▸ Assigned task:
Across the entries below, tally every line that holds the string "list" and reply with the number only.

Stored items
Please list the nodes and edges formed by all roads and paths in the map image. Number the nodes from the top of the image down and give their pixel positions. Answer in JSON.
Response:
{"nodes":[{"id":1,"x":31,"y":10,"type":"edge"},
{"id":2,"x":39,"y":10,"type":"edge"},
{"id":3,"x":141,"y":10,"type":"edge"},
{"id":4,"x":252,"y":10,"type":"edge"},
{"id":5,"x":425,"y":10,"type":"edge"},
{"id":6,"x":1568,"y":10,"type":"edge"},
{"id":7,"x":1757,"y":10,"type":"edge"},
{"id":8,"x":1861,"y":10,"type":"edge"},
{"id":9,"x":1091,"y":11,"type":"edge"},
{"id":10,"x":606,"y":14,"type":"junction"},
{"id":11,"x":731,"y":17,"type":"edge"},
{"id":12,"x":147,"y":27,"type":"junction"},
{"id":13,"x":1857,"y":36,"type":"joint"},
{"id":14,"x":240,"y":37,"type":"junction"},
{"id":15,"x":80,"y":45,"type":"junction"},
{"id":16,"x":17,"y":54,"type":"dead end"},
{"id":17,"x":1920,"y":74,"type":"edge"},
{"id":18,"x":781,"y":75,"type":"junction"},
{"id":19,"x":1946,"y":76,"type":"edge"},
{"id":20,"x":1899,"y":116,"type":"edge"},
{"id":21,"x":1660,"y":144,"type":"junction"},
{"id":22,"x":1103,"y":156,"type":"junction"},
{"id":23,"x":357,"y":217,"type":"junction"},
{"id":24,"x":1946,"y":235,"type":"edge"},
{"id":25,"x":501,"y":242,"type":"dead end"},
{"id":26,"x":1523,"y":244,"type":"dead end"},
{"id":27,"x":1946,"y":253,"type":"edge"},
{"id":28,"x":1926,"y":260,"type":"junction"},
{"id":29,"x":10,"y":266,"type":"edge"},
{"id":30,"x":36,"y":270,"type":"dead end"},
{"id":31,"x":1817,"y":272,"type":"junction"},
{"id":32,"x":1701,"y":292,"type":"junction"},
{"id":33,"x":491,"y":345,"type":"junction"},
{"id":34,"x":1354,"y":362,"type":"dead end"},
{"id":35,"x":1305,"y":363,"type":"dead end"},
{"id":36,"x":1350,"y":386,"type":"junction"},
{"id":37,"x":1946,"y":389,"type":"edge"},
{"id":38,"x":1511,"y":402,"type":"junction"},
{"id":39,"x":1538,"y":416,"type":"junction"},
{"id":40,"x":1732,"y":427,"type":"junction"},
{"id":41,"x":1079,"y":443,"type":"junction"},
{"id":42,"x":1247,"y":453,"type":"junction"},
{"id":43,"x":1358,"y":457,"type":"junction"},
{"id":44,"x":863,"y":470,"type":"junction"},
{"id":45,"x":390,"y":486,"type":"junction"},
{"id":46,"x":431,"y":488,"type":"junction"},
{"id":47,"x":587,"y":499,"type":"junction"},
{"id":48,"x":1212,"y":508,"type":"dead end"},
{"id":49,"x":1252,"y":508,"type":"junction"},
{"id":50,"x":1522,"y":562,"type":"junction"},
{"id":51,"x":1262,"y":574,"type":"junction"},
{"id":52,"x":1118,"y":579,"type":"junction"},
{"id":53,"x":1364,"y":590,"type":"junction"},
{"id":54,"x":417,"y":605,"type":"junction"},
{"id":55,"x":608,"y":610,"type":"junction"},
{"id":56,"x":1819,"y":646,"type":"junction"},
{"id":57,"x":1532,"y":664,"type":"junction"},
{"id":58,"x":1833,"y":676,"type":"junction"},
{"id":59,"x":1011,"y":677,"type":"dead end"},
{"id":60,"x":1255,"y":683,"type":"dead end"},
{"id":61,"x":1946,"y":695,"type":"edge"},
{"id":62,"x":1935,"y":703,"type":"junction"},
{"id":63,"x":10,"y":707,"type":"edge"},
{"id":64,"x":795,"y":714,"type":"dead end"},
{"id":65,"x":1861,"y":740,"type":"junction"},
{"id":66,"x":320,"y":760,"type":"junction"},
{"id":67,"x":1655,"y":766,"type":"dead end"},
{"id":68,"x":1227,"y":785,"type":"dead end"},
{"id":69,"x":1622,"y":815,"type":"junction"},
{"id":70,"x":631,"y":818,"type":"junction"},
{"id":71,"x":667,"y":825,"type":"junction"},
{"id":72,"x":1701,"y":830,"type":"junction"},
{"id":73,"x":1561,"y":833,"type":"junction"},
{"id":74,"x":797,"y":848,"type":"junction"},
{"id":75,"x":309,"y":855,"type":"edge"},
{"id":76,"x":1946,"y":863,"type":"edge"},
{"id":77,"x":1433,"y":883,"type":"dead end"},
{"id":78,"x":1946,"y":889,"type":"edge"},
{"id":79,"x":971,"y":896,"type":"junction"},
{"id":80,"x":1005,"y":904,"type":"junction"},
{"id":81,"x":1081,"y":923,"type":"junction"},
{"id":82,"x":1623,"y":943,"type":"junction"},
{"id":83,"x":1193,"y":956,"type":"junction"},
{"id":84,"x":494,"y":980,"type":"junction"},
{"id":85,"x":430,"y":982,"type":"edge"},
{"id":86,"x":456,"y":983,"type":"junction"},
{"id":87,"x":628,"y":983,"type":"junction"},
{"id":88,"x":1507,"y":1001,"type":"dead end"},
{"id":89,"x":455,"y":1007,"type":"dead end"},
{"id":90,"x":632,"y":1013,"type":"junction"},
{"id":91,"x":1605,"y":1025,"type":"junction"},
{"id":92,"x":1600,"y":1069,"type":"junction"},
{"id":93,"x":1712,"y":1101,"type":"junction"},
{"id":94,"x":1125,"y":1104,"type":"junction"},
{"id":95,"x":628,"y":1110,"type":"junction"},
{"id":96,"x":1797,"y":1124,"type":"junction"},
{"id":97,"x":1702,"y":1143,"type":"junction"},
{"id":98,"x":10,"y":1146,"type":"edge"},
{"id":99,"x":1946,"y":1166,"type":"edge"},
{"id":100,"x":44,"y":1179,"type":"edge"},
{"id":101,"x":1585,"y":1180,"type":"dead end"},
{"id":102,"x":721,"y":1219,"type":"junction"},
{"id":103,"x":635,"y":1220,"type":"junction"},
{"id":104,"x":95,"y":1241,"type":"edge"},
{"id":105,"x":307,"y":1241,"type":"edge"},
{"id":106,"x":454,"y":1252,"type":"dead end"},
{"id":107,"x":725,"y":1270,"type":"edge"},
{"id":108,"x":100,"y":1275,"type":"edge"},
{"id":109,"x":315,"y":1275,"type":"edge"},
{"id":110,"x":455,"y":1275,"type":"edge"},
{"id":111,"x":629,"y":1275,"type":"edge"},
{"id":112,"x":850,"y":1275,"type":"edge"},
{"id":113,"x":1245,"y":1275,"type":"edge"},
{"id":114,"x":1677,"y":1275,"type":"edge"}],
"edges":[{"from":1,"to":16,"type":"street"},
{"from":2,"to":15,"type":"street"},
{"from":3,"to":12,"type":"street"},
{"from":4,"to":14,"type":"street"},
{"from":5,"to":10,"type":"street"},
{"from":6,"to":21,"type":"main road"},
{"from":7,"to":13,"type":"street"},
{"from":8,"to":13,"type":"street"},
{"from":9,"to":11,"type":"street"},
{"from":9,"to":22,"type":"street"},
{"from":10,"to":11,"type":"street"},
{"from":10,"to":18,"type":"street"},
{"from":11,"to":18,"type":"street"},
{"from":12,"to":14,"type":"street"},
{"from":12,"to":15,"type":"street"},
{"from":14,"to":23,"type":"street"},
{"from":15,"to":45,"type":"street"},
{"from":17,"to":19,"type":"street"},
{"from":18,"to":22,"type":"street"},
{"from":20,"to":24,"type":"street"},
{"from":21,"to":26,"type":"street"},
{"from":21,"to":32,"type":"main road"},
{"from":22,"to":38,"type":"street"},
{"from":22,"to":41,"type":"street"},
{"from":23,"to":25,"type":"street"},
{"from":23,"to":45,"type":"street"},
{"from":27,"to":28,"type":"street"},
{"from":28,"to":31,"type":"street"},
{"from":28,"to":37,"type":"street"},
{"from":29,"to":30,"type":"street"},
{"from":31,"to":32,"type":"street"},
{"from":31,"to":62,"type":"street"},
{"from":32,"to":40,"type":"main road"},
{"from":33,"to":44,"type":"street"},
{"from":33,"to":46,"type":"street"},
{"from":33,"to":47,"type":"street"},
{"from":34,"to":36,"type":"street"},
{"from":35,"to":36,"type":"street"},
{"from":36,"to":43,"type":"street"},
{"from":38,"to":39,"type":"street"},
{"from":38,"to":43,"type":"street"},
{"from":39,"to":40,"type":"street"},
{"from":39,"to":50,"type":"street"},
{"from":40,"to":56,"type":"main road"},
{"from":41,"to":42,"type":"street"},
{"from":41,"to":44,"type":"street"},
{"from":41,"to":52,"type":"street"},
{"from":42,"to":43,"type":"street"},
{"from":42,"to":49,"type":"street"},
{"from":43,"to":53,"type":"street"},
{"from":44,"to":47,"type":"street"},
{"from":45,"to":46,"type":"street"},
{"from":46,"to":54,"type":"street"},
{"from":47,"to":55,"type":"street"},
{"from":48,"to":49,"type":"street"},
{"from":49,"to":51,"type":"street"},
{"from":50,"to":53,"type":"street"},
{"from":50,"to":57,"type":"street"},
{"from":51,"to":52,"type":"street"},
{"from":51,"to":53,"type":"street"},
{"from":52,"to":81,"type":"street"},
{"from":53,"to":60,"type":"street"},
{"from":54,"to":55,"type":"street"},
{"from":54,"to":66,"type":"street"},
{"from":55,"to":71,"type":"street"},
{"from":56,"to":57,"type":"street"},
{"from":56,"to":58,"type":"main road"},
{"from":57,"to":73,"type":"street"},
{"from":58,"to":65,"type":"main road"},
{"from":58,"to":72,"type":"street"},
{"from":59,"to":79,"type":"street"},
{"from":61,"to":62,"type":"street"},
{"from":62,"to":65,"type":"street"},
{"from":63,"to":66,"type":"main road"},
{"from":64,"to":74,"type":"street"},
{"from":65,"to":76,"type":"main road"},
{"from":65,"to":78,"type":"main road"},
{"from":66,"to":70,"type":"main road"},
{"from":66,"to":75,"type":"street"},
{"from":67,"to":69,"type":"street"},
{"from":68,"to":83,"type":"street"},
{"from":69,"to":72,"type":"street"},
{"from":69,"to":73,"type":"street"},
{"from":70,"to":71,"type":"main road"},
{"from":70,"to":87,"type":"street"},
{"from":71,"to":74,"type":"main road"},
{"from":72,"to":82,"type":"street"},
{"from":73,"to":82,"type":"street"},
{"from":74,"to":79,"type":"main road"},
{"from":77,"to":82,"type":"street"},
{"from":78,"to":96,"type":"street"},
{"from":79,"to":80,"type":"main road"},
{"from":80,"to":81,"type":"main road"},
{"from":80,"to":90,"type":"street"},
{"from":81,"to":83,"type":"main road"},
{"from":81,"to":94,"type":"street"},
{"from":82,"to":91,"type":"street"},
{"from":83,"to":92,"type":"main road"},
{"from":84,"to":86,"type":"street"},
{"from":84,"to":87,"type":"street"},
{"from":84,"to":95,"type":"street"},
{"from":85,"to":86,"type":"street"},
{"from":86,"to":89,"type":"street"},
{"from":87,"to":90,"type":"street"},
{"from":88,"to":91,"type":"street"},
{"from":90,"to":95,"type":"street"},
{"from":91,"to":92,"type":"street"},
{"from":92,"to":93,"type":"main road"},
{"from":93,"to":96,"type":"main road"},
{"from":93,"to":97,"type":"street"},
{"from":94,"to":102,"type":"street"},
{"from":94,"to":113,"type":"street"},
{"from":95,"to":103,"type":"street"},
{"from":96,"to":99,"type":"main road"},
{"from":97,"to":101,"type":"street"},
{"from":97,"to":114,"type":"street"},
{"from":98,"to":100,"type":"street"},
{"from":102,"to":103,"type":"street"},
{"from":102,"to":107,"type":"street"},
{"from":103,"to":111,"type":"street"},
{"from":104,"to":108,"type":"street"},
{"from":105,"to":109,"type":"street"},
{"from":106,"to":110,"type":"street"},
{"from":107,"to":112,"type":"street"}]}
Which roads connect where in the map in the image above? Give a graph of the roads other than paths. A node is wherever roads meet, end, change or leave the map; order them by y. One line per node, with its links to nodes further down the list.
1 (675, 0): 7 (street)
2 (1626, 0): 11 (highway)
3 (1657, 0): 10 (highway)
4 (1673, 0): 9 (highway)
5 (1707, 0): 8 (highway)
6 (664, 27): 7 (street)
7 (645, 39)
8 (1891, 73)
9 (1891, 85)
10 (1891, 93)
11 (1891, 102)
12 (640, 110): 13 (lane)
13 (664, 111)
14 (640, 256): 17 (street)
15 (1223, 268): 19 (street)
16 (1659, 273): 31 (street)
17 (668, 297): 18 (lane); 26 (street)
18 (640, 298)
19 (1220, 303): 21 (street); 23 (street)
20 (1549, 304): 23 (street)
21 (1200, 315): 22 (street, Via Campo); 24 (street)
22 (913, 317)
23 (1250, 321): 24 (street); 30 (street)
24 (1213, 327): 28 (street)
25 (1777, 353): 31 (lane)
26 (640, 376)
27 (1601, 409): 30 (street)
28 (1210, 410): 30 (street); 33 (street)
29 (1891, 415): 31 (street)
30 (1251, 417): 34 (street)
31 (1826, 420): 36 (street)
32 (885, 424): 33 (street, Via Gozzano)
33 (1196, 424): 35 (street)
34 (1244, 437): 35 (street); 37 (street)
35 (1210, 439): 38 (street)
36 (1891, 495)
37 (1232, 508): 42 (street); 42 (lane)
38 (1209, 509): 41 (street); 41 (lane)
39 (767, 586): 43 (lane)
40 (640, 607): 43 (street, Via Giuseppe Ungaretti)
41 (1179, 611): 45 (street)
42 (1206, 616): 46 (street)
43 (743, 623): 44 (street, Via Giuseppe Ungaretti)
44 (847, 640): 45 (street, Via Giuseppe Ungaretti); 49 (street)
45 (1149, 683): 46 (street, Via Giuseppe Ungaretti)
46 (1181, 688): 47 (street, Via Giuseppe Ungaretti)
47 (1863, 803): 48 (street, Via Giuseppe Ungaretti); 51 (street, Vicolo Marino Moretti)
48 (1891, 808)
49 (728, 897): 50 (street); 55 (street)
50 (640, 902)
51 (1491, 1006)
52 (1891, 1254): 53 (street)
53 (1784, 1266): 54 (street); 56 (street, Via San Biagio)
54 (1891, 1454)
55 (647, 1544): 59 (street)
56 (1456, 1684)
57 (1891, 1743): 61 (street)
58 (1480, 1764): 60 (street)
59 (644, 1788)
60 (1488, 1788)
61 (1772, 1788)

▸ Exercise answer:
2